To do :: In this exercise, reproduce all the entries that follow exactly.

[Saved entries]
[Start of section]

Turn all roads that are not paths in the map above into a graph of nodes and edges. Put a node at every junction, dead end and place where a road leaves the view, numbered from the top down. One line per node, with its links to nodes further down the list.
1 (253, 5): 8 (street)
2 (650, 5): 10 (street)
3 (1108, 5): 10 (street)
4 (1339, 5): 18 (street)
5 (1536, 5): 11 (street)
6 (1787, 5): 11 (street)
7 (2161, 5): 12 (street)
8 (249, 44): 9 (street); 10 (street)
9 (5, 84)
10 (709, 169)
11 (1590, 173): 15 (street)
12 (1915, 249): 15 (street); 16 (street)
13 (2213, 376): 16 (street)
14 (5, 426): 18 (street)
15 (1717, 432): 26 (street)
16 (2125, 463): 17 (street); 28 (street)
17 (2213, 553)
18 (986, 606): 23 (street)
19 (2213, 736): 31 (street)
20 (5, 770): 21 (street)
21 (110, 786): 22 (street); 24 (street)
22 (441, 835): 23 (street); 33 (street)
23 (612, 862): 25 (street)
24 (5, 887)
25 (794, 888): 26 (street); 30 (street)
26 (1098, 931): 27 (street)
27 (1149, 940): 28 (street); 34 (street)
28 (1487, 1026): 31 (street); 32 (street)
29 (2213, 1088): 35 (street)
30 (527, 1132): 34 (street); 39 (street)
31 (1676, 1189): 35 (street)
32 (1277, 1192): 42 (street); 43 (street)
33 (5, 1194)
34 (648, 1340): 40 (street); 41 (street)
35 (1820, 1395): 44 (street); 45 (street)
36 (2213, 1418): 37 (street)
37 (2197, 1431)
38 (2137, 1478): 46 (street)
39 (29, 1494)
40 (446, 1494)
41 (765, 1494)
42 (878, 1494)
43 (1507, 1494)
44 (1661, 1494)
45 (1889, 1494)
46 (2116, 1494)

[End of section]

Solution below ::
Turn all roads that are not paths in the map above into a graph of nodes and edges. Put a node at every junction, dead end and place where a road leaves the view, numbered from the top down. One line per node, with its links to nodes further down the list.
1 (253, 5): 8 (street)
2 (650, 5): 10 (street)
3 (1108, 5): 10 (street)
4 (1339, 5): 18 (street)
5 (1536, 5): 11 (street)
6 (1787, 5): 11 (street)
7 (2161, 5): 12 (street)
8 (249, 44): 9 (street); 10 (street)
9 (5, 84)
10 (709, 169)
11 (1590, 173): 15 (street)
12 (1915, 249): 15 (street); 16 (street)
13 (2213, 376): 16 (street)
14 (5, 426): 18 (street)
15 (1717, 432): 26 (street)
16 (2125, 463): 17 (street); 28 (street)
17 (2213, 553)
18 (986, 606): 23 (street)
19 (2213, 736): 31 (street)
20 (5, 770): 21 (street)
21 (110, 786): 22 (street); 24 (street)
22 (441, 835): 23 (street); 33 (street)
23 (612, 862): 25 (street)
24 (5, 887)
25 (794, 888): 26 (street); 30 (street)
26 (1098, 931): 27 (street)
27 (1149, 940): 28 (street); 34 (street)
28 (1487, 1026): 31 (street); 32 (street)
29 (2213, 1088): 35 (street)
30 (527, 1132): 34 (street); 39 (street)
31 (1676, 1189): 35 (street)
32 (1277, 1192): 42 (street); 43 (street)
33 (5, 1194)
34 (648, 1340): 40 (street); 41 (street)
35 (1820, 1395): 44 (street); 45 (street)
36 (2213, 1418): 37 (street)
37 (2197, 1431)
38 (2137, 1478): 46 (street)
39 (29, 1494)
40 (446, 1494)
41 (765, 1494)
42 (878, 1494)
43 (1507, 1494)
44 (1661, 1494)
45 (1889, 1494)
46 (2116, 1494)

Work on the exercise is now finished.